I wasn’t surprised to learn that Nan turned away from her catholic faith when I heard stories like that and this one, also told by Auntie Ron:

“After grandmother was buried the priest came along to Mum and he said ‘You had your mother buried in a dust heap’ ‘I had my mother buried in consecrated ground, she didn’t want to be buried at St Patrick's (the catholic cemetery)…Nan said to the priest ‘If your mother asked you to grant her a request would you do it’ ‘Yes I suppose I would’ was his reply. Then he went next door to see the old lady there, Mrs Riley she was called. Mum said she never knew what she said to him because he came to the front door a bit later and shouted out ‘Mrs Hall, I’ve just come to recall those words I said to you. Good morning’

The priest used to come around every Sunday after lunch, he’d just walk straight in, no knocking.

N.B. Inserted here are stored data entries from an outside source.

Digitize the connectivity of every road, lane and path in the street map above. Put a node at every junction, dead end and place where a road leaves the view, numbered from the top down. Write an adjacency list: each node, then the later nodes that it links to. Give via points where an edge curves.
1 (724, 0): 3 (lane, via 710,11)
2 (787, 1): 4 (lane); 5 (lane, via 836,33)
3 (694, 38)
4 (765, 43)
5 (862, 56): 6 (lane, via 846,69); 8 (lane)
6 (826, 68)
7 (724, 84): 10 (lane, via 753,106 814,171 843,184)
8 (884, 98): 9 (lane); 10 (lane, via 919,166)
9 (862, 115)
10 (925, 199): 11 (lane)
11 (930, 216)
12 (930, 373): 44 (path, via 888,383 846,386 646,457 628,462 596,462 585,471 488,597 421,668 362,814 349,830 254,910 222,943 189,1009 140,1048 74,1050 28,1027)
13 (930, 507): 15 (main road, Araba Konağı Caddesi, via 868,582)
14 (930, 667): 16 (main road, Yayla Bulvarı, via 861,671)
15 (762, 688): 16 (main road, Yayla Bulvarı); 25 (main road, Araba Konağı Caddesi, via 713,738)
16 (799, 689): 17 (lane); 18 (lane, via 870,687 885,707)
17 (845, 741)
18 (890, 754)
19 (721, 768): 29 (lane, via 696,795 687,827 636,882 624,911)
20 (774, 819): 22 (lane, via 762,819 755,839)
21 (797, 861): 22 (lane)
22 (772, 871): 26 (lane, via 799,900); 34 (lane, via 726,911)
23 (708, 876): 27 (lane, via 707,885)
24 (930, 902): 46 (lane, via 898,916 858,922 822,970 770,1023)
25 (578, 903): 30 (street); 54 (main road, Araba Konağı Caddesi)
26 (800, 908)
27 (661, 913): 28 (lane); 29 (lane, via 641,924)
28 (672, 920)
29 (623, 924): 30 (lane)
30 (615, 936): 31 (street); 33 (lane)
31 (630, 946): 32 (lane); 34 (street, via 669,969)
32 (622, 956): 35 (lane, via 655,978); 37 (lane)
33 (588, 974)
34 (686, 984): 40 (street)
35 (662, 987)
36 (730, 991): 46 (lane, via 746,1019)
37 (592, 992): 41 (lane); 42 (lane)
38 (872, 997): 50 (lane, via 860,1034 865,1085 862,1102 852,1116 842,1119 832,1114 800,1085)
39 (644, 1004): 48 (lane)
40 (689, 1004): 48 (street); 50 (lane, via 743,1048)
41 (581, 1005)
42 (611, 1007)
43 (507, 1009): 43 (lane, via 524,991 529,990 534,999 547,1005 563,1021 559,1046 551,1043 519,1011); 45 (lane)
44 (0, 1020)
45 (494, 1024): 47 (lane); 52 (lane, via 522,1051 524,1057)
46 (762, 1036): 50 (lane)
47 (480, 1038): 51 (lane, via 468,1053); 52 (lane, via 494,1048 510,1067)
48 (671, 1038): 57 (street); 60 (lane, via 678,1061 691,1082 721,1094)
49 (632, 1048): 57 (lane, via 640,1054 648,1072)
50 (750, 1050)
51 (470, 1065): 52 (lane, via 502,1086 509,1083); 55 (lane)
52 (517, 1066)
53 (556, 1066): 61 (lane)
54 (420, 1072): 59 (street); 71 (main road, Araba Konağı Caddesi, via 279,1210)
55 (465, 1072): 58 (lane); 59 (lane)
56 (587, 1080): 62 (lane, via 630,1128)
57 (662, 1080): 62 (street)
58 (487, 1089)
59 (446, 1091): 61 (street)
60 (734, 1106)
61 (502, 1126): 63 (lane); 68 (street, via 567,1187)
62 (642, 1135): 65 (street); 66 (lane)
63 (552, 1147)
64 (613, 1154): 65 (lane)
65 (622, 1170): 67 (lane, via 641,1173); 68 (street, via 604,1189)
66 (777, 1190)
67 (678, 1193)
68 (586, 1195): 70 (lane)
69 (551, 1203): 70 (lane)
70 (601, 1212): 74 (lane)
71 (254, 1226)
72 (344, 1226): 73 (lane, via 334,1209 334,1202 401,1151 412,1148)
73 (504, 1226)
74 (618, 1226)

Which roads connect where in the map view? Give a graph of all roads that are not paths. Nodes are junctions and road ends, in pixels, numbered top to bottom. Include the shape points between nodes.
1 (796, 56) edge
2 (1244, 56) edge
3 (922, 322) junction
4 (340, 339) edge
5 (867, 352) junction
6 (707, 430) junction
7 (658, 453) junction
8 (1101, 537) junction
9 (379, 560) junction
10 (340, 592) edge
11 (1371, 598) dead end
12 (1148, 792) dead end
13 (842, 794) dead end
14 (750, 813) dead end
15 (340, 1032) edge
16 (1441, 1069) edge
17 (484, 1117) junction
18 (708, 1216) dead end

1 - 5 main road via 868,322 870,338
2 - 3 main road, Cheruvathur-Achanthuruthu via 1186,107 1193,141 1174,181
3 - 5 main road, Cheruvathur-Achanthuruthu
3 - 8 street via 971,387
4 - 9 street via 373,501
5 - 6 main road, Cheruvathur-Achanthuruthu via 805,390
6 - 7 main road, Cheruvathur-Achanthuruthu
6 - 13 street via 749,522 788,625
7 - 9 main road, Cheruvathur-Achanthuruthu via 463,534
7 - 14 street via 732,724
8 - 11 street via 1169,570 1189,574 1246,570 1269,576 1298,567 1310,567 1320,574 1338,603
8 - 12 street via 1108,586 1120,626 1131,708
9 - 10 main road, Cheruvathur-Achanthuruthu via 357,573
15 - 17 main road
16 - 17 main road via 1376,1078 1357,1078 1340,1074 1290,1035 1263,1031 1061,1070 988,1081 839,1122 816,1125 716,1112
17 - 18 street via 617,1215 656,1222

After that that he never came back”

I’m pleased that my Mum didn’t go to the catholic school because Auntie Ron spoke of the way that children were treated there.

In 1871 a bye-law made school attendance mandatory for children aged 5-13, though it was largely unenforceable until attendance was made compulsory in 1880 and was not free until 1891. Lessons would be mostly about the three R’s, perhaps with weekly lessons about geography and history.

In 1897 Nan was 14 and would most likely have already left school and had perhaps started work in a local factory. This was the year that the National Union of Women’s Suffrage Societies was formed from numerous local women’s suffrage societies. Its leader, Millicent Fawcett, became one of the most prominent middle-class women campaigning peacefully for the vote. Did she, I wonder, attend meetings with her mother, influenced by the rallying cries of votes for women. Most women in my grandmother’s situation worked long hours as breadwinner in some sort of paid work in a factory or doing domestic work as well as the day to day business of keeping house.





With a husband at sea on prolonged voyages her mother would have had to deal with the challenges of life on her own. Would she have embraced the ideals of the Women’s Suffrage Movement; I like to think so. Years later when Nan married a merchant seaman, she would have found herself in much the same situation. Granddad’s story is told in another place.

Georgina married Herbert Henry Hall at St Margarets Catholic Church, Barking, on 26 Dec 1904 Witnesses were Maggie Dwyer, the bride’s sister, and Joseph Alexander. HH wasn’t catholic, and they married by certificate, meaning that he agreed to have the children brought up catholic, on 26 Dec 1904.More about that later too. 

As a merchant seaman Granddad was away from home for extended periods of time. The first true evidence of that is from the 1911 Census. Nan with her five-year-old son is living with her now widowed mother, and unmarried sister Isabella and a lodger. The address 67 Denmark Street, Plaistow. The extended gaps, 1906, 1913, and 1921, between the births of my uncle, aunt and mother also appear to confirm this.

There is more to be written about my grandmother and that will come later.